■ **DATASET CONTENT**
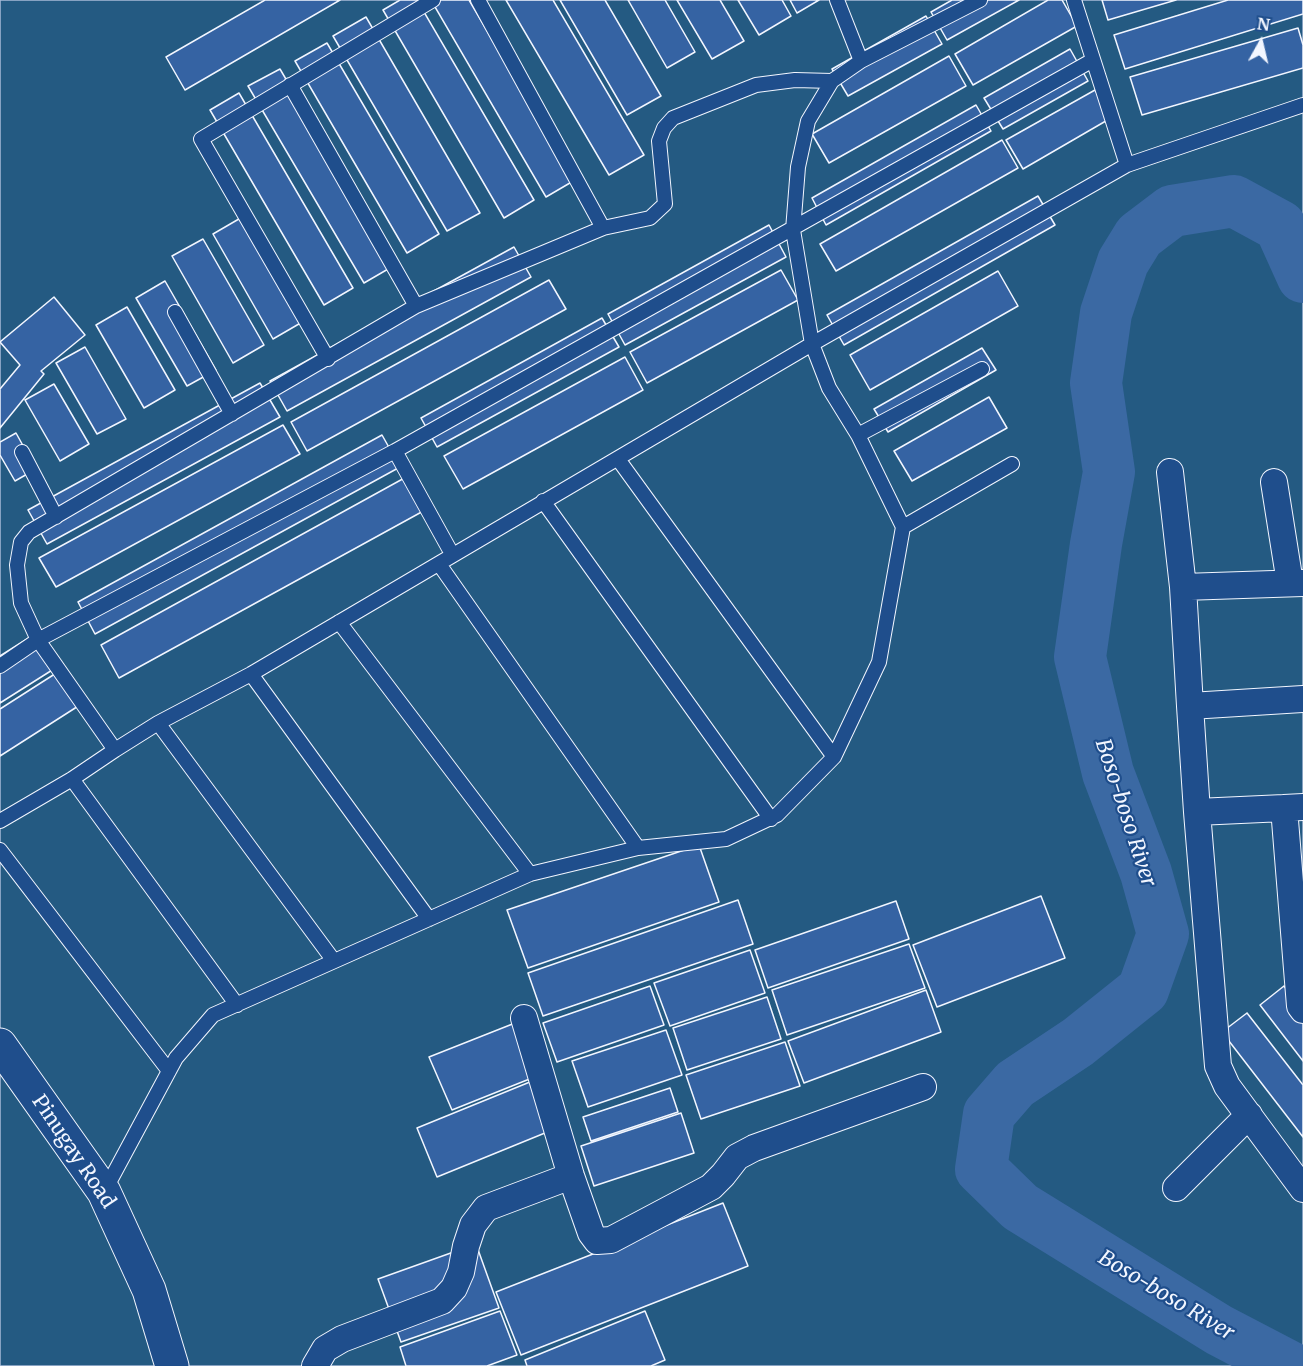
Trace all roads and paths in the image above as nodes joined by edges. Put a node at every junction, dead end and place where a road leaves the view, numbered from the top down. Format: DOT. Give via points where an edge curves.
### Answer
graph roads {
  1 [pos="433,0"];
  2 [pos="478,0"];
  3 [pos="837,0"];
  4 [pos="980,0"];
  5 [pos="1074,0"];
  6 [pos="1093,60"];
  7 [pos="861,61"];
  8 [pos="832,81"];
  9 [pos="290,86"];
  10 [pos="1303,105"];
  11 [pos="1127,165"];
  12 [pos="603,228"];
  13 [pos="793,230"];
  14 [pos="416,306"];
  15 [pos="175,312"];
  16 [pos="812,344"];
  17 [pos="328,359"];
  18 [pos="982,369"];
  19 [pos="232,414"];
  20 [pos="858,435"];
  21 [pos="22,452"];
  22 [pos="395,452"];
  23 [pos="618,459"];
  24 [pos="1012,464"];
  25 [pos="1170,472"];
  26 [pos="1274,482"];
  27 [pos="543,501"];
  28 [pos="56,516"];
  29 [pos="903,527"];
  30 [pos="452,554"];
  31 [pos="439,564"];
  32 [pos="1297,583"];
  33 [pos="1183,587"];
  34 [pos="339,622"];
  35 [pos="38,640"];
  36 [pos="0,666"];
  37 [pos="251,674"];
  38 [pos="1303,699"];
  39 [pos="1190,706"];
  40 [pos="159,723"];
  41 [pos="115,750"];
  42 [pos="834,757"];
  43 [pos="72,779"];
  44 [pos="1294,807"];
  45 [pos="1197,812"];
  46 [pos="771,819"];
  47 [pos="0,821"];
  48 [pos="638,848"];
  49 [pos="0,850"];
  50 [pos="530,874"];
  51 [pos="429,919"];
  52 [pos="334,961"];
  53 [pos="237,1005"];
  54 [pos="1303,1010"];
  55 [pos="524,1018"];
  56 [pos="0,1045"];
  57 [pos="169,1071"];
  58 [pos="923,1087"];
  59 [pos="1249,1115"];
  60 [pos="571,1176"];
  61 [pos="1176,1188"];
  62 [pos="1303,1189"];
  63 [pos="104,1192"];
  64 [pos="172,1366"];
  65 [pos="315,1366"];
  1 -- 9 [label="lane"];
  2 -- 12 [label="lane"];
  3 -- 7 [label="lane"];
  4 -- 7 [label="lane"];
  5 -- 6 [label="lane"];
  6 -- 11 [label="lane"];
  6 -- 13 [label="lane"];
  7 -- 8 [label="lane"];
  8 -- 12 [label="lane" via="795,80 756,86 673,118 659,141 665,204 650,218"];
  8 -- 13 [label="lane" via="808,120 798,167"];
  9 -- 14 [label="lane"];
  9 -- 17 [label="lane" via="201,139"];
  10 -- 11 [label="lane"];
  11 -- 16 [label="lane"];
  12 -- 14 [label="lane"];
  13 -- 16 [label="lane"];
  13 -- 22 [label="lane"];
  14 -- 17 [label="lane"];
  15 -- 19 [label="lane"];
  16 -- 20 [label="lane" via="829,388"];
  16 -- 23 [label="lane"];
  17 -- 19 [label="lane"];
  18 -- 20 [label="lane"];
  19 -- 28 [label="lane"];
  20 -- 29 [label="lane"];
  21 -- 28 [label="lane"];
  22 -- 30 [label="lane"];
  22 -- 35 [label="lane"];
  23 -- 27 [label="lane"];
  23 -- 42 [label="lane"];
  24 -- 29 [label="lane"];
  25 -- 33 [label="street"];
  26 -- 32 [label="street"];
  27 -- 30 [label="lane"];
  27 -- 46 [label="lane"];
  28 -- 35 [label="lane" via="29,532 21,542 16,565 21,603"];
  29 -- 42 [label="lane" via="879,662"];
  30 -- 31 [label="lane"];
  31 -- 34 [label="lane"];
  31 -- 48 [label="lane"];
  32 -- 33 [label="street"];
  33 -- 39 [label="street"];
  34 -- 37 [label="lane"];
  34 -- 50 [label="lane"];
  35 -- 36 [label="lane"];
  35 -- 41 [label="lane"];
  37 -- 40 [label="lane"];
  37 -- 51 [label="lane"];
  38 -- 39 [label="street"];
  39 -- 45 [label="street"];
  40 -- 41 [label="lane"];
  40 -- 52 [label="lane"];
  41 -- 43 [label="lane"];
  42 -- 46 [label="lane"];
  43 -- 47 [label="lane"];
  43 -- 53 [label="lane"];
  44 -- 45 [label="street"];
  44 -- 54 [label="street"];
  45 -- 59 [label="street" via="1218,1066 1227,1086"];
  46 -- 48 [label="lane" via="726,839"];
  48 -- 50 [label="lane"];
  49 -- 57 [label="lane"];
  50 -- 51 [label="lane"];
  51 -- 52 [label="lane"];
  52 -- 53 [label="lane"];
  53 -- 57 [label="lane" via="213,1015"];
  55 -- 60 [label="street"];
  56 -- 63 [label="street, Pinugay Road"];
  57 -- 63 [label="lane"];
  58 -- 60 [label="street" via="754,1148 736,1157 711,1187 611,1240 597,1241 591,1233"];
  59 -- 61 [label="street"];
  59 -- 62 [label="street"];
  60 -- 65 [label="street" via="486,1208 473,1225 454,1288 442,1301 342,1339 325,1349"];
  63 -- 64 [label="street, Pinugay Road" via="149,1290"];
}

■ **WHAT TO PRODUCE**
Word for word, reproduce the material above and omit each image.

■ **THE COMPLETED TASK**
Trace all roads and paths in the image above as nodes joined by edges. Put a node at every junction, dead end and place where a road leaves the view, numbered from the top down. Format: DOT. Give via points where an edge curves.
### Answer
graph roads {
  1 [pos="433,0"];
  2 [pos="478,0"];
  3 [pos="837,0"];
  4 [pos="980,0"];
  5 [pos="1074,0"];
  6 [pos="1093,60"];
  7 [pos="861,61"];
  8 [pos="832,81"];
  9 [pos="290,86"];
  10 [pos="1303,105"];
  11 [pos="1127,165"];
  12 [pos="603,228"];
  13 [pos="793,230"];
  14 [pos="416,306"];
  15 [pos="175,312"];
  16 [pos="812,344"];
  17 [pos="328,359"];
  18 [pos="982,369"];
  19 [pos="232,414"];
  20 [pos="858,435"];
  21 [pos="22,452"];
  22 [pos="395,452"];
  23 [pos="618,459"];
  24 [pos="1012,464"];
  25 [pos="1170,472"];
  26 [pos="1274,482"];
  27 [pos="543,501"];
  28 [pos="56,516"];
  29 [pos="903,527"];
  30 [pos="452,554"];
  31 [pos="439,564"];
  32 [pos="1297,583"];
  33 [pos="1183,587"];
  34 [pos="339,622"];
  35 [pos="38,640"];
  36 [pos="0,666"];
  37 [pos="251,674"];
  38 [pos="1303,699"];
  39 [pos="1190,706"];
  40 [pos="159,723"];
  41 [pos="115,750"];
  42 [pos="834,757"];
  43 [pos="72,779"];
  44 [pos="1294,807"];
  45 [pos="1197,812"];
  46 [pos="771,819"];
  47 [pos="0,821"];
  48 [pos="638,848"];
  49 [pos="0,850"];
  50 [pos="530,874"];
  51 [pos="429,919"];
  52 [pos="334,961"];
  53 [pos="237,1005"];
  54 [pos="1303,1010"];
  55 [pos="524,1018"];
  56 [pos="0,1045"];
  57 [pos="169,1071"];
  58 [pos="923,1087"];
  59 [pos="1249,1115"];
  60 [pos="571,1176"];
  61 [pos="1176,1188"];
  62 [pos="1303,1189"];
  63 [pos="104,1192"];
  64 [pos="172,1366"];
  65 [pos="315,1366"];
  1 -- 9 [label="lane"];
  2 -- 12 [label="lane"];
  3 -- 7 [label="lane"];
  4 -- 7 [label="lane"];
  5 -- 6 [label="lane"];
  6 -- 11 [label="lane"];
  6 -- 13 [label="lane"];
  7 -- 8 [label="lane"];
  8 -- 12 [label="lane" via="795,80 756,86 673,118 659,141 665,204 650,218"];
  8 -- 13 [label="lane" via="808,120 798,167"];
  9 -- 14 [label="lane"];
  9 -- 17 [label="lane" via="201,139"];
  10 -- 11 [label="lane"];
  11 -- 16 [label="lane"];
  12 -- 14 [label="lane"];
  13 -- 16 [label="lane"];
  13 -- 22 [label="lane"];
  14 -- 17 [label="lane"];
  15 -- 19 [label="lane"];
  16 -- 20 [label="lane" via="829,388"];
  16 -- 23 [label="lane"];
  17 -- 19 [label="lane"];
  18 -- 20 [label="lane"];
  19 -- 28 [label="lane"];
  20 -- 29 [label="lane"];
  21 -- 28 [label="lane"];
  22 -- 30 [label="lane"];
  22 -- 35 [label="lane"];
  23 -- 27 [label="lane"];
  23 -- 42 [label="lane"];
  24 -- 29 [label="lane"];
  25 -- 33 [label="street"];
  26 -- 32 [label="street"];
  27 -- 30 [label="lane"];
  27 -- 46 [label="lane"];
  28 -- 35 [label="lane" via="29,532 21,542 16,565 21,603"];
  29 -- 42 [label="lane" via="879,662"];
  30 -- 31 [label="lane"];
  31 -- 34 [label="lane"];
  31 -- 48 [label="lane"];
  32 -- 33 [label="street"];
  33 -- 39 [label="street"];
  34 -- 37 [label="lane"];
  34 -- 50 [label="lane"];
  35 -- 36 [label="lane"];
  35 -- 41 [label="lane"];
  37 -- 40 [label="lane"];
  37 -- 51 [label="lane"];
  38 -- 39 [label="street"];
  39 -- 45 [label="street"];
  40 -- 41 [label="lane"];
  40 -- 52 [label="lane"];
  41 -- 43 [label="lane"];
  42 -- 46 [label="lane"];
  43 -- 47 [label="lane"];
  43 -- 53 [label="lane"];
  44 -- 45 [label="street"];
  44 -- 54 [label="street"];
  45 -- 59 [label="street" via="1218,1066 1227,1086"];
  46 -- 48 [label="lane" via="726,839"];
  48 -- 50 [label="lane"];
  49 -- 57 [label="lane"];
  50 -- 51 [label="lane"];
  51 -- 52 [label="lane"];
  52 -- 53 [label="lane"];
  53 -- 57 [label="lane" via="213,1015"];
  55 -- 60 [label="street"];
  56 -- 63 [label="street, Pinugay Road"];
  57 -- 63 [label="lane"];
  58 -- 60 [label="street" via="754,1148 736,1157 711,1187 611,1240 597,1241 591,1233"];
  59 -- 61 [label="street"];
  59 -- 62 [label="street"];
  60 -- 65 [label="street" via="486,1208 473,1225 454,1288 442,1301 342,1339 325,1349"];
  63 -- 64 [label="street, Pinugay Road" via="149,1290"];
}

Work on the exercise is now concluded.